As we grow older, we experience changes that can make it less safe to drive. Eye diseases, arthritis and memory problems can make it harder to steer, react and make good decisions behind the wheel. Even routine age-related changes in vision, reflexes and flexibility might put us at greater risk of an accident.
As seniors experience these changes, they often wonder if it’s safe to keep driving. Family members wonder, too, and they often pressure an older loved one to give up the car keys before the senior wants to!
But the decision to stop driving shouldn’t be made lightly. Studies show driving keeps seniors independent and active in the community. And as we are living through the COVID-19 pandemic, alternative transportation sources a senior might access could potentially expose them to the coronavirus. Others may be unavailable at this time. Many older adults are finding themselves stuck at home, at risk of inactivity and depression.

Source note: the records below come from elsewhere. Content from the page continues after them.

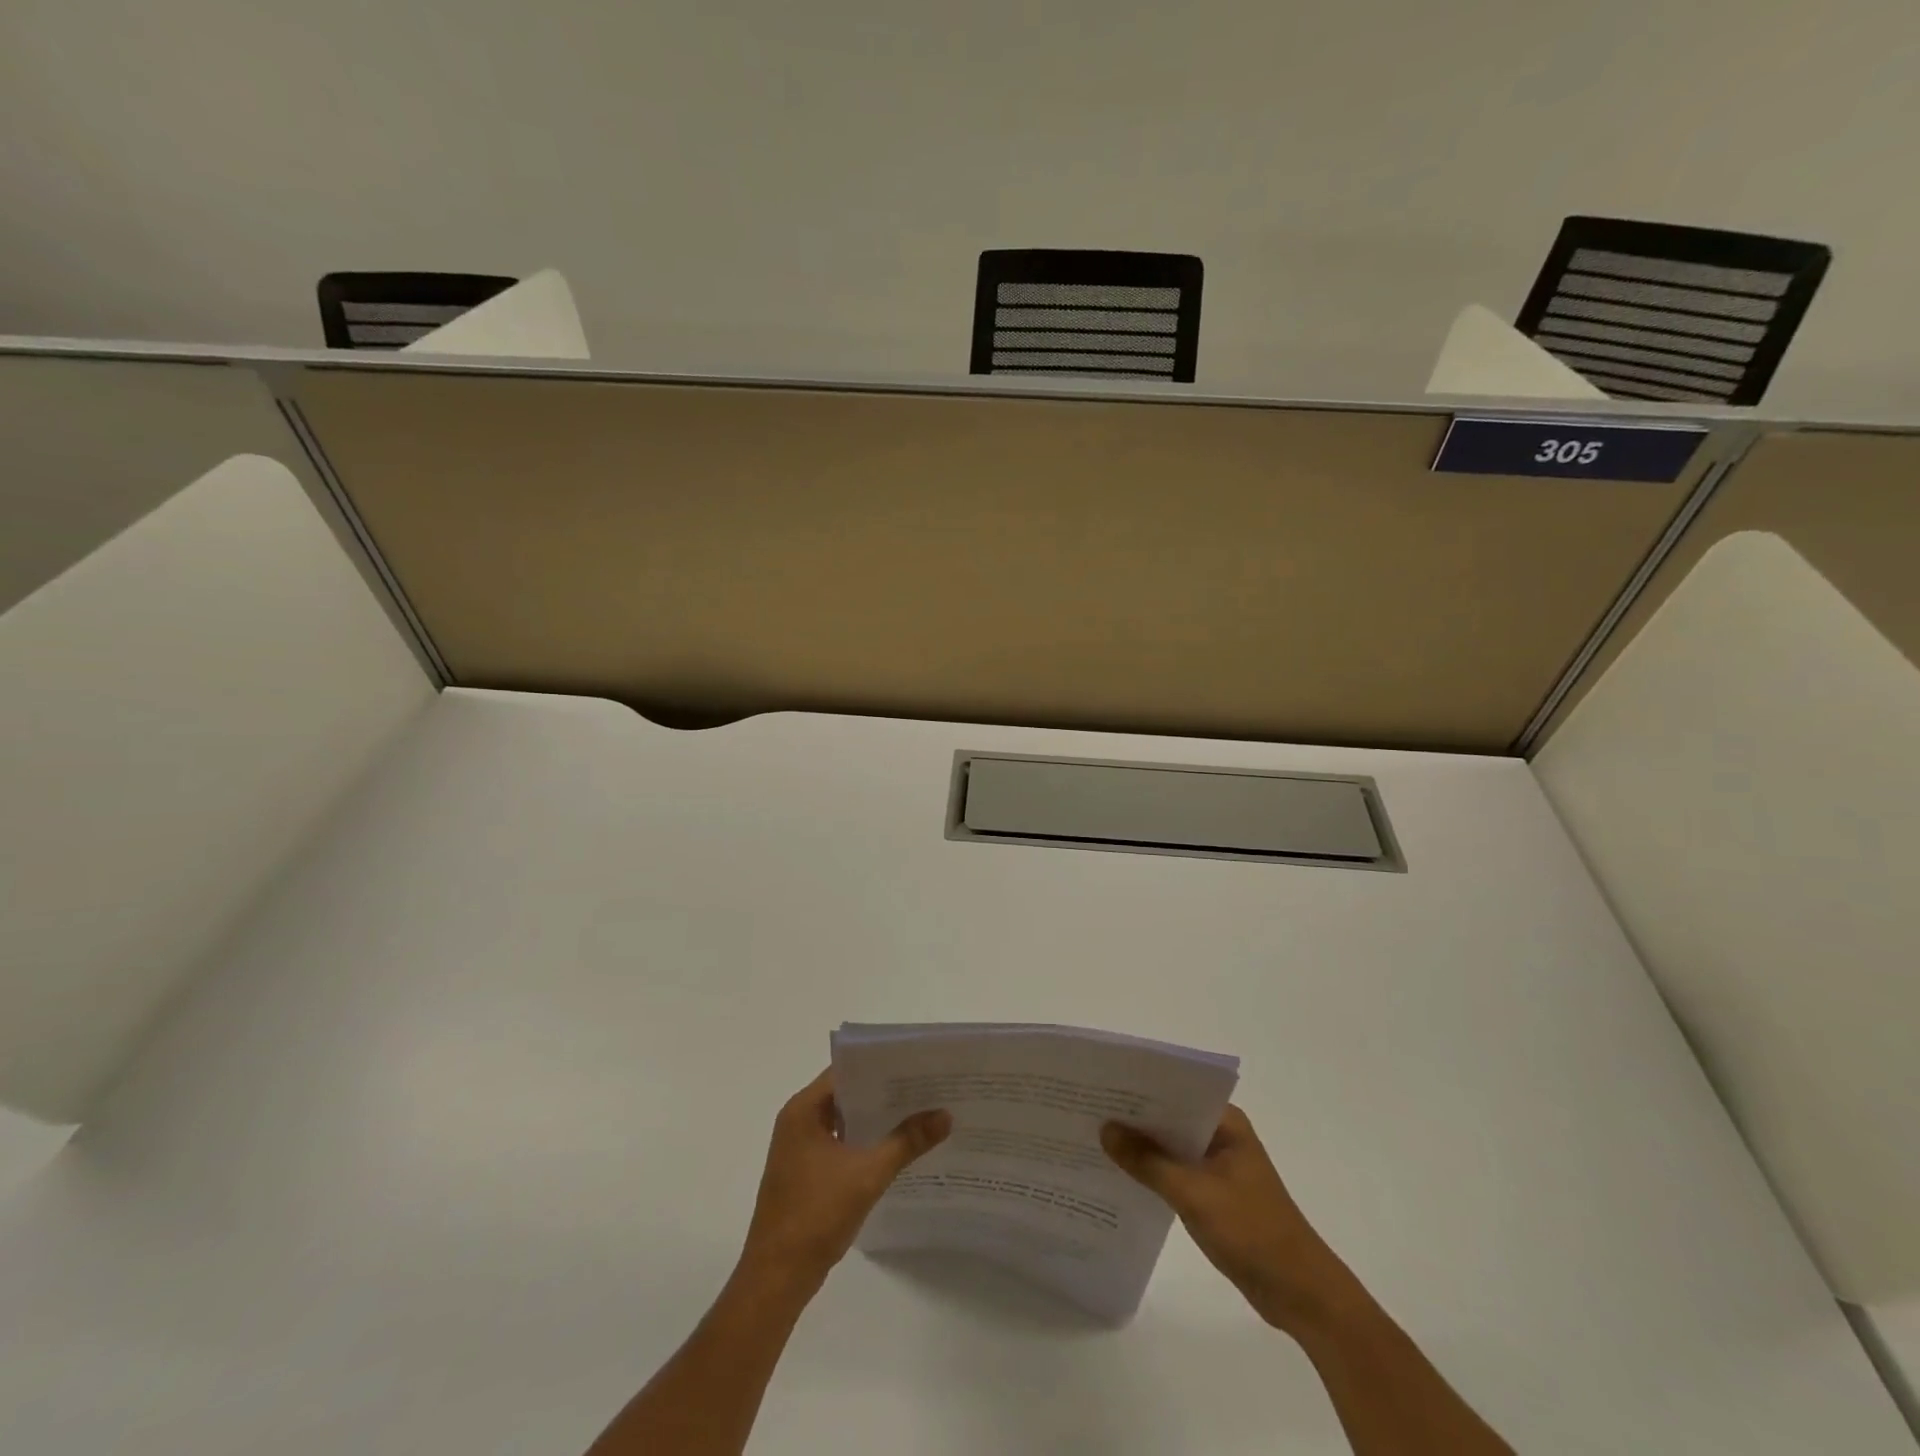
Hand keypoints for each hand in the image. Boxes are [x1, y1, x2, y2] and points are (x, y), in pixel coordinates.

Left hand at [739, 1068, 950, 1293]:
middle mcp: (798, 1121)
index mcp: (803, 1109)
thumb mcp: (867, 1174)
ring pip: (845, 1121)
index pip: (846, 1070)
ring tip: (920, 1112)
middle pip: (847, 1094)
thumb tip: (945, 1115)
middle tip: (927, 1087)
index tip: (916, 1064)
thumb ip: (907, 1141)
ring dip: (876, 1119)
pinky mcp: (805, 1173)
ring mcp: (800, 1149)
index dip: (881, 1065)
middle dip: (885, 1092)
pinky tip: (897, 1148)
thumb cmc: (815, 1215)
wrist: (776, 1279)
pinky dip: (866, 1142)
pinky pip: (841, 1144)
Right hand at [1102, 1105, 1354, 1333]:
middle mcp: (1220, 1135)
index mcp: (1225, 1122)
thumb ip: (1148, 1161)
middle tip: (1087, 1110)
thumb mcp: (1194, 1194)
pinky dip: (1152, 1172)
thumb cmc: (1252, 1231)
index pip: (1174, 1091)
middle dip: (1133, 1118)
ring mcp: (1217, 1165)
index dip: (1138, 1088)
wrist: (1300, 1294)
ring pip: (1170, 1146)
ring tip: (1094, 1139)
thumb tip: (1105, 1129)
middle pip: (1169, 1117)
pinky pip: (1174, 1172)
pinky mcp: (1213, 1193)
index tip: (1100, 1085)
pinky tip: (1120, 1176)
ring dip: (1141, 1147)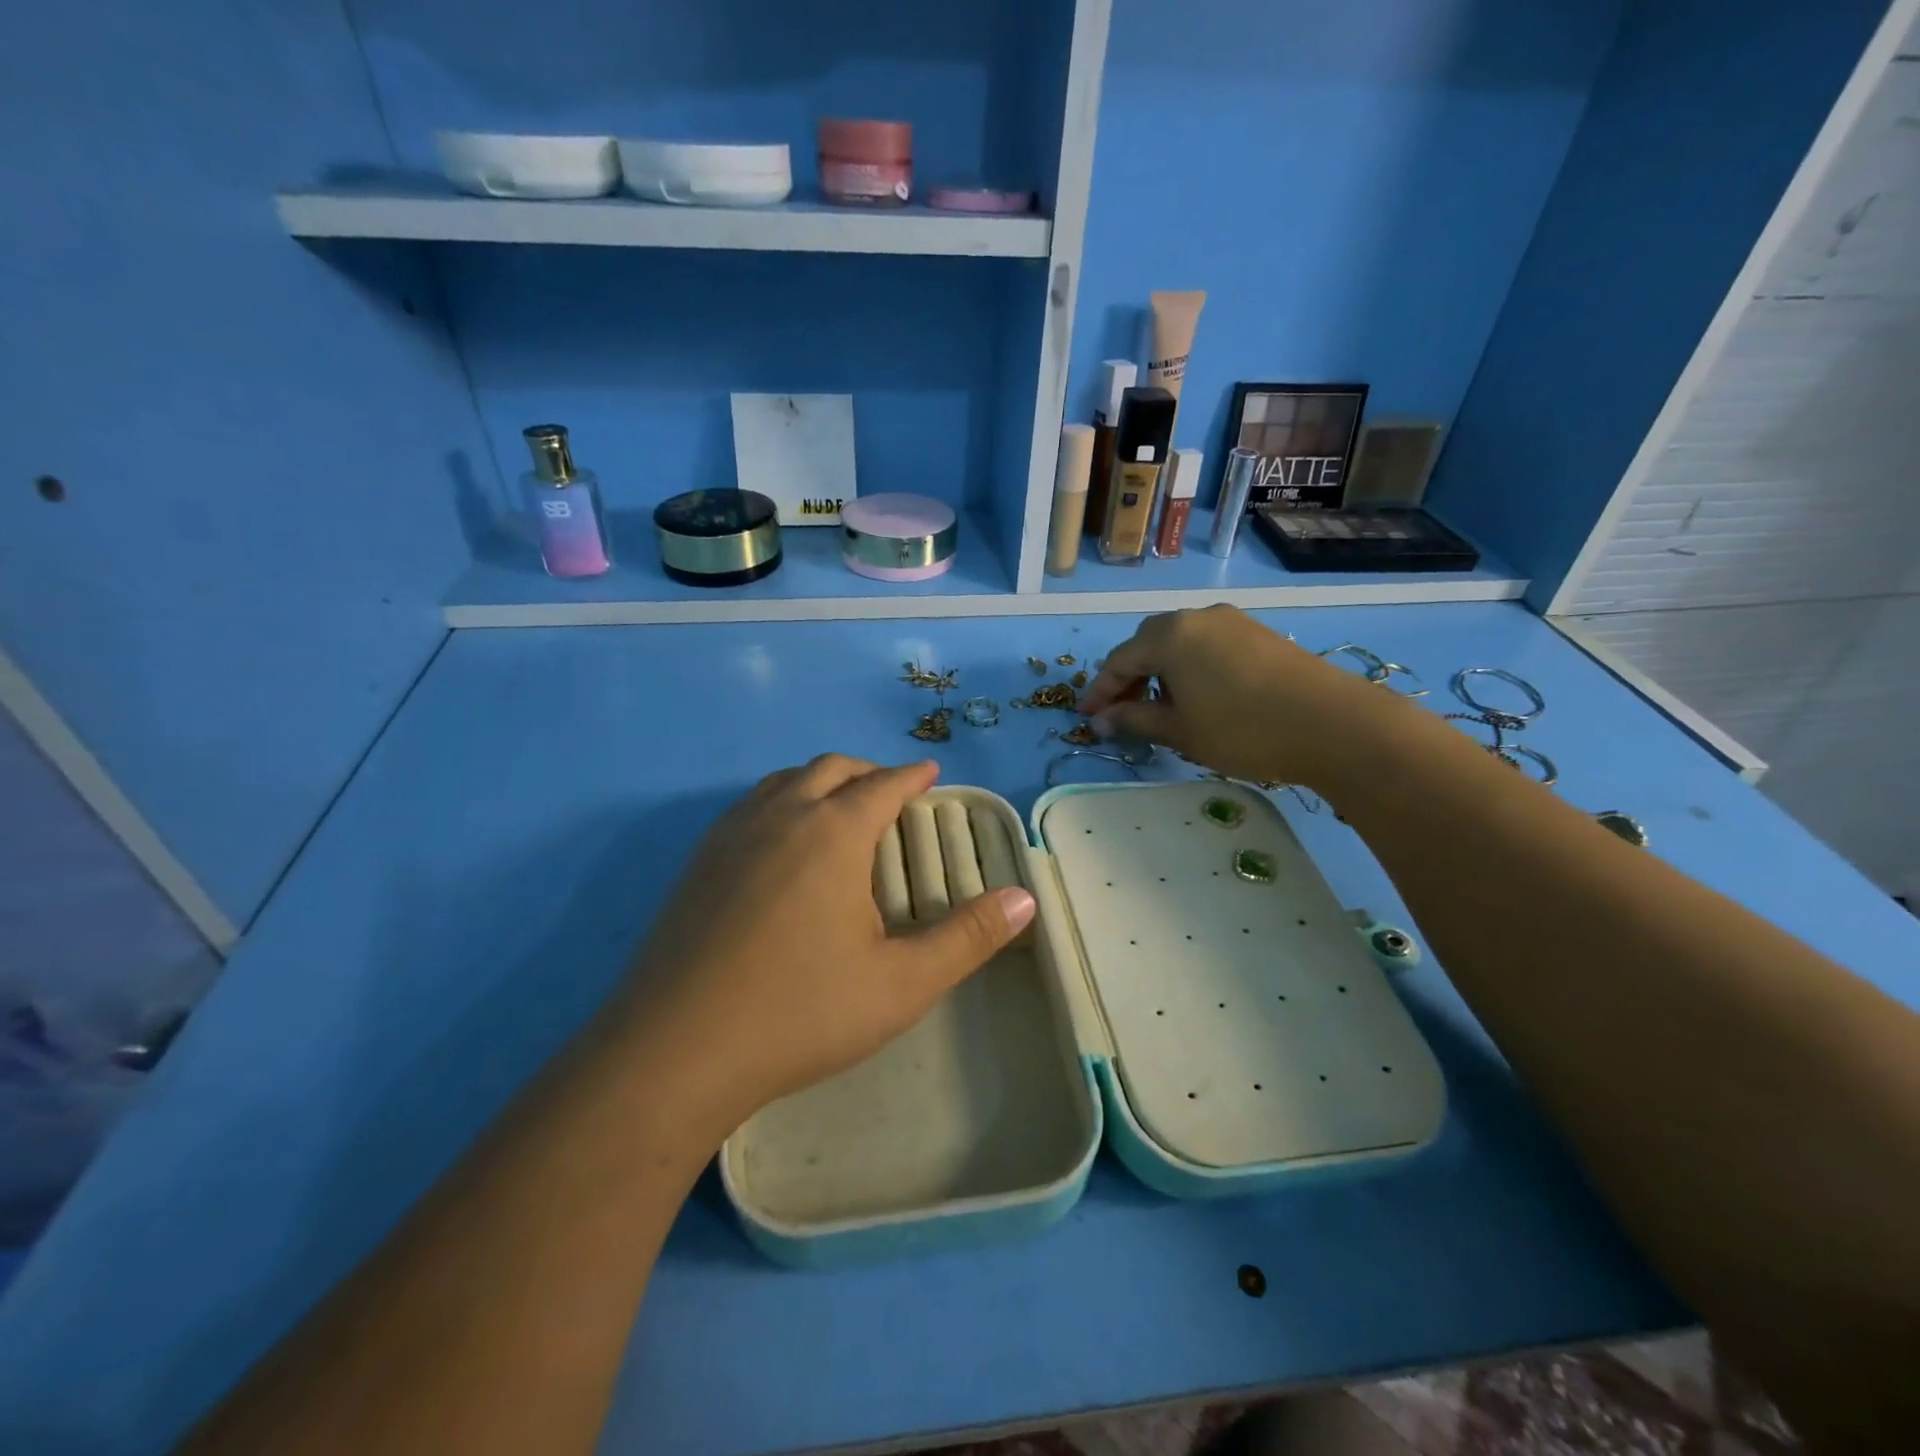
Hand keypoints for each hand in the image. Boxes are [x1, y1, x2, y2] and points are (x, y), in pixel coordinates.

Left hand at [618, 755, 1035, 1133]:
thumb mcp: (901, 982)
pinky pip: (747, 808)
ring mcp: (729, 836)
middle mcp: (779, 816)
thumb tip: (1026, 898)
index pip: (882, 785)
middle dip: (866, 771)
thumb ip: (968, 937)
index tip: (929, 773)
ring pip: (781, 782)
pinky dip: (779, 803)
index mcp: (831, 832)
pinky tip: (779, 844)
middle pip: (830, 769)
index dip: (911, 777)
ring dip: (818, 781)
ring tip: (837, 808)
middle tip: (890, 791)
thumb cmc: (800, 1012)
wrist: (674, 1052)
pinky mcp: (695, 864)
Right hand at [1079, 605, 1401, 787]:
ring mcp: (1232, 621)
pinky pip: (1207, 645)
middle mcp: (1197, 617)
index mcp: (1169, 636)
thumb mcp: (1180, 731)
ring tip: (1160, 707)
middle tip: (1121, 712)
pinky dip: (1189, 667)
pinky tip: (1198, 695)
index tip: (1086, 718)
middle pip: (1147, 643)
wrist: (1332, 723)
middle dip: (1128, 678)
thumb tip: (1100, 720)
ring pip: (1179, 642)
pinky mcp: (1258, 633)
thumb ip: (1134, 719)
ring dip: (1160, 672)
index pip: (1118, 661)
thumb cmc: (1242, 730)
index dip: (1099, 692)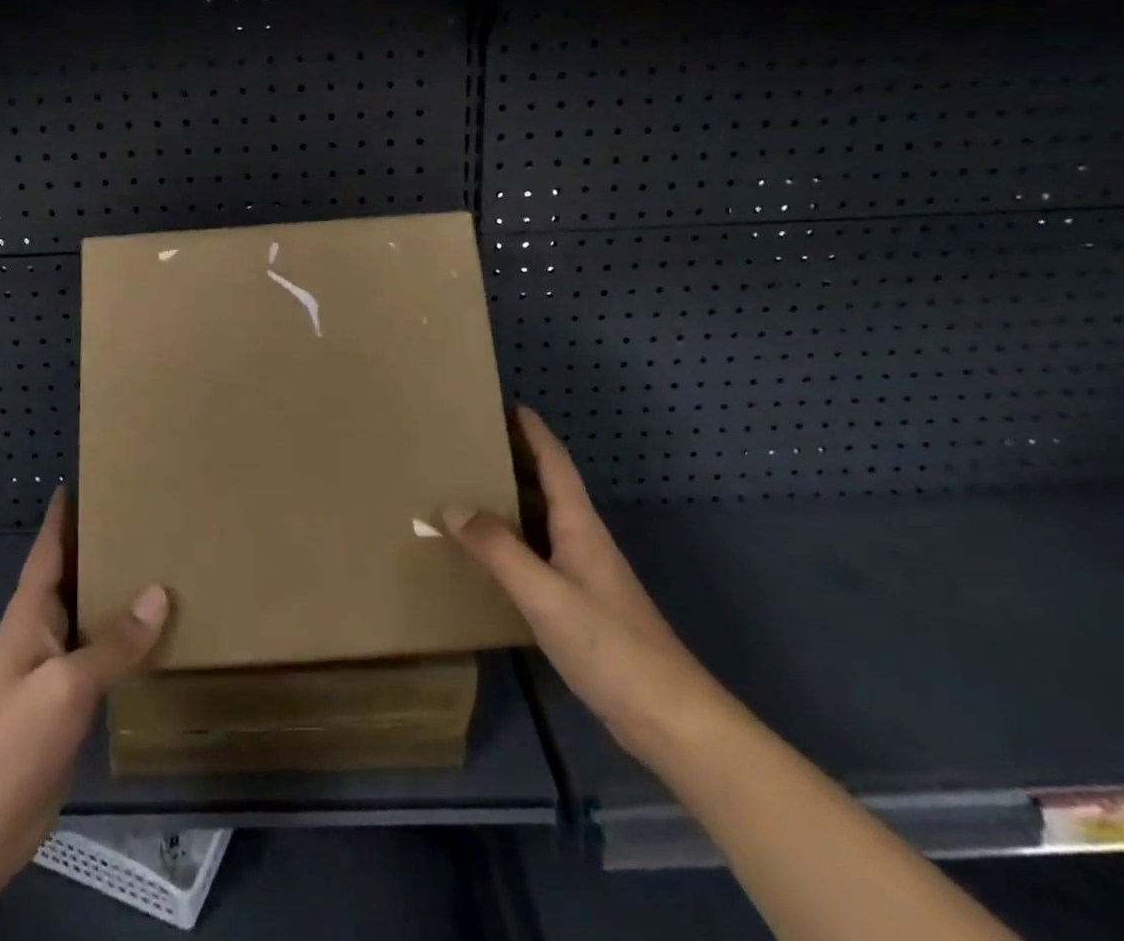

Before a senior makes the decision to stop driving, the first step is to have their driving skills assessed. Ask the doctor for a driving safety evaluation recommendation. There are also senior driver’s ed classes that help older drivers improve their skills.
But sometimes a senior’s driving skills aren’t the problem. Instead, their car may not have kept up with their needs, or they aren’t driving the right car. Maybe the car is too large. Maybe it doesn’t have optimum visibility. Maybe the dashboard control panel is hard to read. Seniors can have their car assessed through the CarFit program (www.car-fit.org), which is sponsored by AAA, the AARP and the American Occupational Therapy Association.
Sometimes a few adjustments and a little extra safety equipment can make the car a better fit. This might include larger mirrors, a thicker steering wheel and better visors. Drivers can be very attached to their cars and all the familiar controls, so if this does the trick, great.
On the other hand, seniors who are still driving a beloved, familiar 20-year-old car might not realize that safety features have come a long way since then. A lot of gadgets that are standard in today’s cars can provide an extra measure of safety for older drivers. These include technology to warn the driver of a potential collision or lane departure, backup and side mirror cameras, navigation assistance, and seats that can be fine tuned for a driver’s ergonomic needs.
The American Automobile Association (AAA) website (www.seniordriving.aaa.com) offers a detailed list of automotive features that can support safe driving for seniors with conditions such as arthritis of the hands, limited range of motion, vision problems, decreased leg strength and cognitive challenges.
There might be a learning curve as a senior driver adjusts to these new technologies—what, no key? But these safety features can extend their driving years. And the senior driver’s ed classes mentioned above can help them adapt to their new car.
If the doctor or a driving specialist says a senior is no longer safe driving under any circumstances, it’s very important to create an alternative transportation plan. Your local senior transit program will be following local guidance during the COVID-19 pandemic, so find out the current status of public transportation, ridesharing services, and accessible transportation. If you live in a senior living community, find out what they offer. Don’t let giving up the keys lead to giving up an active life in the community, even at this time.